§ **Work request**:
Look through the listing below, and wherever a line has the string "roads", copy it.

§ **Records supplied**:

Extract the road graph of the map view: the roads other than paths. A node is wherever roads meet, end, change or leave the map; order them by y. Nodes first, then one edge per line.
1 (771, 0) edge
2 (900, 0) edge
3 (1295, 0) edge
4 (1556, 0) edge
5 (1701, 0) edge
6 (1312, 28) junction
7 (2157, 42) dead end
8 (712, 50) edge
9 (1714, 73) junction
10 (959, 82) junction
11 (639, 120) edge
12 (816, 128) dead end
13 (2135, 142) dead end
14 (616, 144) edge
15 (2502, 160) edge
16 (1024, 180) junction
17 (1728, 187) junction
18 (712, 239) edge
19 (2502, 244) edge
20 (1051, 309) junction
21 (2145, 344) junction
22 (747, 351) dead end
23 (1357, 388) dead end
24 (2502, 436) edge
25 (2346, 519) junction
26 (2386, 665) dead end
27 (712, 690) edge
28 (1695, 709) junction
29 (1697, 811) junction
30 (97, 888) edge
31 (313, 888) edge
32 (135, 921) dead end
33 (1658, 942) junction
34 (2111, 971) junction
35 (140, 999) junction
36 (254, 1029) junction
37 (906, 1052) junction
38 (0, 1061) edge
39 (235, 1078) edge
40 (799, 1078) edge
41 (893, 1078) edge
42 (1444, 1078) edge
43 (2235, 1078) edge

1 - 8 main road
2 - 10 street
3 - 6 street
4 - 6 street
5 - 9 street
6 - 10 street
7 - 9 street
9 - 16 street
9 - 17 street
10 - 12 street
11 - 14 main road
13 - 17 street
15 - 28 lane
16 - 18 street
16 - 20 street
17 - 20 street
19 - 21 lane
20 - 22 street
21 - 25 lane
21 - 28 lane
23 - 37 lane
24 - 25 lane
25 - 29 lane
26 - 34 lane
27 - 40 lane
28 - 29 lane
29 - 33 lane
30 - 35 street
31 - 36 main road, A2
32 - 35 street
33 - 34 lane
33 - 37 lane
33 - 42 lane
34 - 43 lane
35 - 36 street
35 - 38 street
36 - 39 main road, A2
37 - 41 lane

--

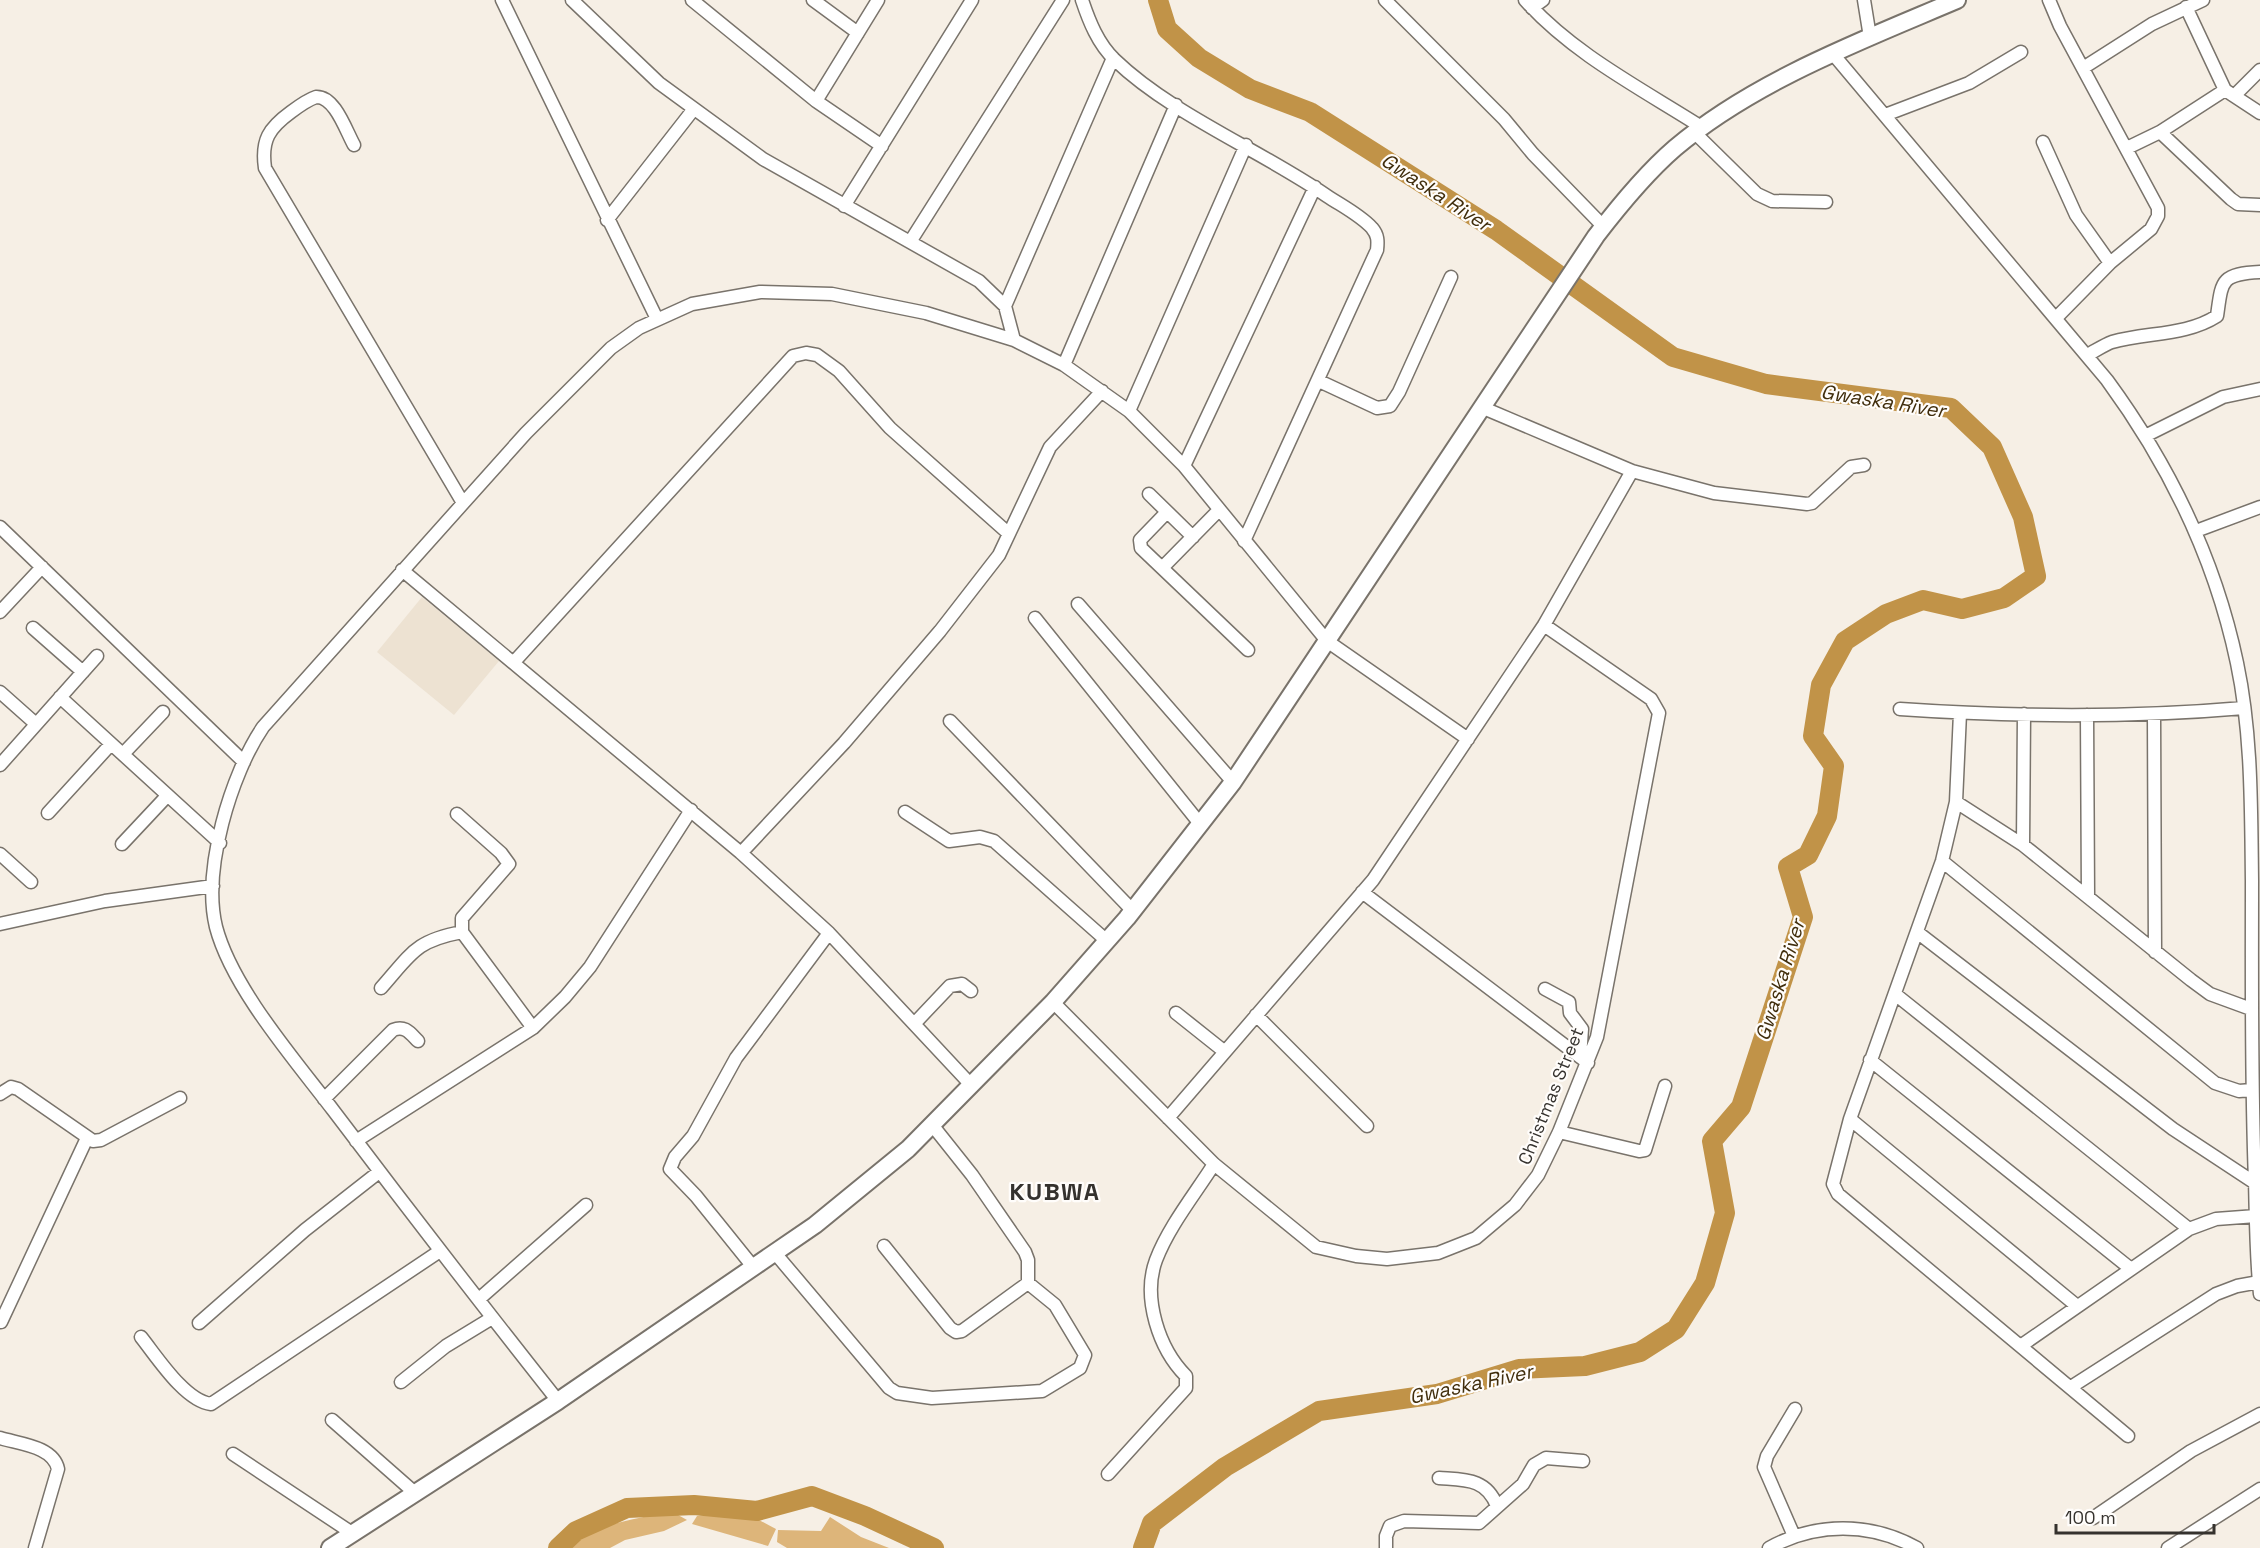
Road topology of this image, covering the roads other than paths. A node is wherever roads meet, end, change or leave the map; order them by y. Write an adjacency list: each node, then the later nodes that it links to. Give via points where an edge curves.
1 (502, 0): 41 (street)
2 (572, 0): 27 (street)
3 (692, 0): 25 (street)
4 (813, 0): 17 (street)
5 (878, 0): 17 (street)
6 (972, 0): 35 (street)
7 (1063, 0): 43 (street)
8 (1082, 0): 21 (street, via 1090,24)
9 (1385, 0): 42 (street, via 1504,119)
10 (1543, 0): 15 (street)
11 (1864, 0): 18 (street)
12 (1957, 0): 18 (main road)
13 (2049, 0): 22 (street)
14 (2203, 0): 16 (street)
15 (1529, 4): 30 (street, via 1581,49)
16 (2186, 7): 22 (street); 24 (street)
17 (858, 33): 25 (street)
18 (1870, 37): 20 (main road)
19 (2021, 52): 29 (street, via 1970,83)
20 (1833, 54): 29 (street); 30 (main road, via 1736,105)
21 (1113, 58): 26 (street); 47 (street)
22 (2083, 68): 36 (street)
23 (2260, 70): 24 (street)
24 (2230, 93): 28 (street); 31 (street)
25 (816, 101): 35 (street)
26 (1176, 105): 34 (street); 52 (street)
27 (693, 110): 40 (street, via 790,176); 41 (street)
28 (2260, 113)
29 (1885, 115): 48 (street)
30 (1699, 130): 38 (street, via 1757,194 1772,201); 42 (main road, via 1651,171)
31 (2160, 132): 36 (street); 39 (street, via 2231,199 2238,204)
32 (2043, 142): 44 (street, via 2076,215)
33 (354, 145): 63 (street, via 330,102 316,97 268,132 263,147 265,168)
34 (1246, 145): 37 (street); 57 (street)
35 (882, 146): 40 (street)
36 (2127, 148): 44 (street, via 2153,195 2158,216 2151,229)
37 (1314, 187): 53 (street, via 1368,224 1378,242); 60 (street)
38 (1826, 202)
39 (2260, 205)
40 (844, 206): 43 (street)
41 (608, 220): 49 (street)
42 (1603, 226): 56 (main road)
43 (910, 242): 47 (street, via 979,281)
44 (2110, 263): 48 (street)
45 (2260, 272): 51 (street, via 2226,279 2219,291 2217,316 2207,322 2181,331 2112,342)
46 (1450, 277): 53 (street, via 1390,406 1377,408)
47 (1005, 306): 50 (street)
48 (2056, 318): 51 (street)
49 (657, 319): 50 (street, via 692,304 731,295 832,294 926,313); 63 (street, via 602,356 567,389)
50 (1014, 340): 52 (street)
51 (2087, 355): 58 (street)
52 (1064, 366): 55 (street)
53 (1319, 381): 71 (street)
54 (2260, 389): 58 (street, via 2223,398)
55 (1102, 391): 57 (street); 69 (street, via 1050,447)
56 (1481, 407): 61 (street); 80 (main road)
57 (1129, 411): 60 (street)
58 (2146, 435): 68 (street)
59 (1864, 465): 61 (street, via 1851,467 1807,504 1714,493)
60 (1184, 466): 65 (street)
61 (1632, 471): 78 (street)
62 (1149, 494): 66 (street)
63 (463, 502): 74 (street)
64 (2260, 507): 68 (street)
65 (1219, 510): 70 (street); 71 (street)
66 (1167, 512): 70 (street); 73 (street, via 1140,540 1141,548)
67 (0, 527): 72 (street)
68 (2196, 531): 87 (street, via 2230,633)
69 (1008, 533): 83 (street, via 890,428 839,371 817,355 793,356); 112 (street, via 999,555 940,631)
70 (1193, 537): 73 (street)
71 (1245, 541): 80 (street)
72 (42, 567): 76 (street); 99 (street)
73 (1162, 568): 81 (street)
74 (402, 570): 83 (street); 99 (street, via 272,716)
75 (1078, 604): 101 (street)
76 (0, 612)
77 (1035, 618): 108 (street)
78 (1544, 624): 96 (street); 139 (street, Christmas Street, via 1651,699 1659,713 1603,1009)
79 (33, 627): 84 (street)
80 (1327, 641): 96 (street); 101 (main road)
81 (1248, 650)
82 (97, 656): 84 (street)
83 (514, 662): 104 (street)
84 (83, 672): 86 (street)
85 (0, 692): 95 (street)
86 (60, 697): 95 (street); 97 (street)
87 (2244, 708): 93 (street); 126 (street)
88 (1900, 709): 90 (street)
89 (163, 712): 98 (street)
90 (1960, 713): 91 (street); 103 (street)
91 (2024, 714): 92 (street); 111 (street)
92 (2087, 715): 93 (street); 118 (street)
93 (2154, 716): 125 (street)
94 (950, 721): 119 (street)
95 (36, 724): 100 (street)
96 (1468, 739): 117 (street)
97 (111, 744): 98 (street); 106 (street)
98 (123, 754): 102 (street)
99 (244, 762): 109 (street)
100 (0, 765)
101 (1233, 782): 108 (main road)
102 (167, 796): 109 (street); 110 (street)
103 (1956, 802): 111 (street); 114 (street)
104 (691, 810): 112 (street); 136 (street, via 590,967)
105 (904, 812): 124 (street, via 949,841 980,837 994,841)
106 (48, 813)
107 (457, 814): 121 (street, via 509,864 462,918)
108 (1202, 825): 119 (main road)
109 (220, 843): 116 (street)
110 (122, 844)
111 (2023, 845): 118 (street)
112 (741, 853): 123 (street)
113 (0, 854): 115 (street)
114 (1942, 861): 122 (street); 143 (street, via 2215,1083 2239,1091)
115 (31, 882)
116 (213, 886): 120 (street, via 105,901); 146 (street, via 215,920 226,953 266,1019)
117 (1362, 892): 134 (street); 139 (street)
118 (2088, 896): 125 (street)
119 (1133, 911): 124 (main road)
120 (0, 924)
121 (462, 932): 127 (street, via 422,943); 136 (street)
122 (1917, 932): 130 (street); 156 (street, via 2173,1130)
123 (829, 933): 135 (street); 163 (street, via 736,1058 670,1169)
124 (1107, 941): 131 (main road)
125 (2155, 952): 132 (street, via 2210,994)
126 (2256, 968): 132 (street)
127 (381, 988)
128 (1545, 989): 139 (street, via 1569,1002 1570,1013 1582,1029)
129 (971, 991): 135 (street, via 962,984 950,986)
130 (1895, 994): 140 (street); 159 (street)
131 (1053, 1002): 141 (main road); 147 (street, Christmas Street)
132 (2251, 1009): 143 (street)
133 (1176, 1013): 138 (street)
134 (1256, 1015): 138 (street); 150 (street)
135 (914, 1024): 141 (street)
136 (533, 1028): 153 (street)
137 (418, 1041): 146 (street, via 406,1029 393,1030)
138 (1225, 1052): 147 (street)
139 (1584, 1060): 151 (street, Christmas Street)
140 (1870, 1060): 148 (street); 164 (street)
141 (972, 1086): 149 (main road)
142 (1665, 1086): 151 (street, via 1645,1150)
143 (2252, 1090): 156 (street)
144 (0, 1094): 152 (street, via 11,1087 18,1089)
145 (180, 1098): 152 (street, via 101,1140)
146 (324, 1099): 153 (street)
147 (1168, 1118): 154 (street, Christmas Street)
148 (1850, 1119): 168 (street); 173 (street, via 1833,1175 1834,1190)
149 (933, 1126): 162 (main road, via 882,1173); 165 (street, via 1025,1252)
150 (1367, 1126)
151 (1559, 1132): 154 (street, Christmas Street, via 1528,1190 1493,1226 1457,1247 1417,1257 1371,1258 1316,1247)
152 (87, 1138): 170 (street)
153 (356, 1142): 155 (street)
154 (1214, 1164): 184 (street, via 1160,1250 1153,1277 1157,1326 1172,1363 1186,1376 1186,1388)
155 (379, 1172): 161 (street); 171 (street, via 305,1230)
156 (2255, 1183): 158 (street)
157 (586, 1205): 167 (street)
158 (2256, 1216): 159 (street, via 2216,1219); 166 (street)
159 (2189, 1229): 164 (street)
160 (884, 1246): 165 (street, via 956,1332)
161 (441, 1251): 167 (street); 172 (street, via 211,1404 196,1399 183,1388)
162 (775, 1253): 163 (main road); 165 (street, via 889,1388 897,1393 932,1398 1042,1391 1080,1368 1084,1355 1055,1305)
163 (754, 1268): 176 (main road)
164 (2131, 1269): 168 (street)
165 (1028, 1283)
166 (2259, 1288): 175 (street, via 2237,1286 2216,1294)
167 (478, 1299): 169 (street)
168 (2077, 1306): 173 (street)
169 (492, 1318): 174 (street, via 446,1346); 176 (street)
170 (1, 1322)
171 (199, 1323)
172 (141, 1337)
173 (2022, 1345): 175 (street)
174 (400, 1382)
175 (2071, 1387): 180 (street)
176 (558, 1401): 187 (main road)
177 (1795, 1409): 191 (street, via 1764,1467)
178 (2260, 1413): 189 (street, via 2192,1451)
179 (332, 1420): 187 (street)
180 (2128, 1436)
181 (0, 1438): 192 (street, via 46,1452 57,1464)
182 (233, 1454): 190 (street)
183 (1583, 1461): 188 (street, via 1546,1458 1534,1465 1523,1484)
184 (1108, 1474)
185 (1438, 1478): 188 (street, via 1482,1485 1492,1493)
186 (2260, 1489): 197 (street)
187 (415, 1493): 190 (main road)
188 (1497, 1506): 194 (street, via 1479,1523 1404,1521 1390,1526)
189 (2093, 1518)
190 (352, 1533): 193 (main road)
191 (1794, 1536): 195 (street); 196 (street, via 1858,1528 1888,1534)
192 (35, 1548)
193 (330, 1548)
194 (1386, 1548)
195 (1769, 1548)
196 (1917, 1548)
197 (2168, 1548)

§ **Response area**:
Extract the road graph of the map view: the roads other than paths. A node is wherever roads meet, end, change or leave the map; order them by y. Nodes first, then one edge per line.
Road topology of this image, covering the roads other than paths. A node is wherever roads meet, end, change or leave the map; order them by y. Write an adjacency list: each node, then the later nodes that it links to. Give via points where an edge curves.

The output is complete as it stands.